Don Taylor: "The estimates would be one to nine percent of the health system spending. So there are real costs, they will not revolutionize the system."

Taylor says he supports malpractice reform, even as he notes malpractice caps in other states haven’t been shown to affect the cost of care

Taylor: "Part of me would say go ahead and pass the non-economic caps and tell us how much it’s gonna slow down health care costs. Go ahead and say, we think it’s gonna do this to overall health care costs in North Carolina, and then when it doesn’t happen, we’ll be talking again. Because it will not work, it’s been proven across the states not to slow health care costs overall."

Studies have noted that malpractice caps tend to lower the cost of insurance premiums for doctors – especially those in high-risk specialties – although not as much as doctors hoped.

State health leaders such as UNC Hospital head Bill Roper agree that there should be changes. Roper’s for the caps legislation as a start to reforming the medical malpractice system.

Bill Roper: "if somebody is injured, and a lot of people are, if somebody is injured in the course of getting medical treatment they deserve to be compensated. The point I'm trying to make is that we have a system now that rewards a few people with large amounts of money and the vast majority of people who are injured don't get anything."
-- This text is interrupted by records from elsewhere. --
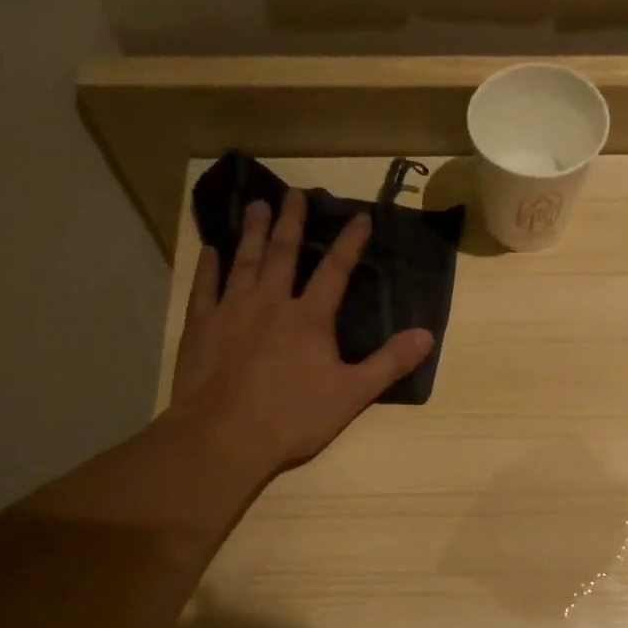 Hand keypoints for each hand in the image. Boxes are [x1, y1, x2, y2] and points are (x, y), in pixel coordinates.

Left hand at [170, 191, 434, 471]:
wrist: (225, 435)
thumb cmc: (293, 416)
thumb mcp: (352, 394)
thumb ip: (389, 362)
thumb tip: (427, 334)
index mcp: (310, 317)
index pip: (335, 270)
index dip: (350, 242)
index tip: (359, 217)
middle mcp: (271, 302)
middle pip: (284, 254)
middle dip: (291, 222)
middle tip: (294, 193)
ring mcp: (231, 310)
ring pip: (245, 261)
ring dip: (253, 232)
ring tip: (256, 205)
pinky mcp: (201, 326)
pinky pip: (204, 287)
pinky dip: (208, 266)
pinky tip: (210, 249) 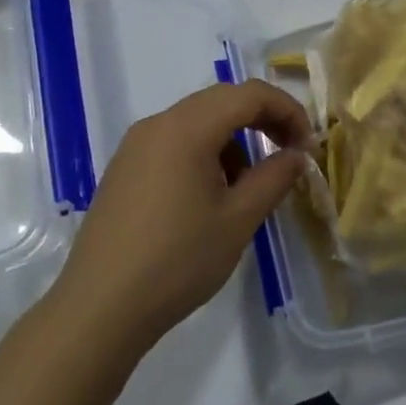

Roper’s a proponent of a special medical court system that would hear injury cases. He says there are other pieces of legislation that need to accompany the caps.

Roper:" We need a system that identifies people, that encourages providers to say I'm sorry and to admit the problems that have happened, and then in a speedy fashion rewards people who have been injured in the course of getting medical treatment. That's a system that ultimately we need to get to."

But Senator Rucho says the current bill is the only malpractice legislation that he has planned.

Hoban: "So there’s no other proposed medical malpractice…"
Rucho: "Did you read the bill?"
Hoban: "I have, yes."
Rucho: "OK. That’s what you see."
Hoban: "So there’s nothing that will come subsequently?"
Rucho: "Not that I see, unless the House comes forward with some different ideas."

The bill passed the Senate yesterday by a vote of 36 to 13 and is on it’s way to the House.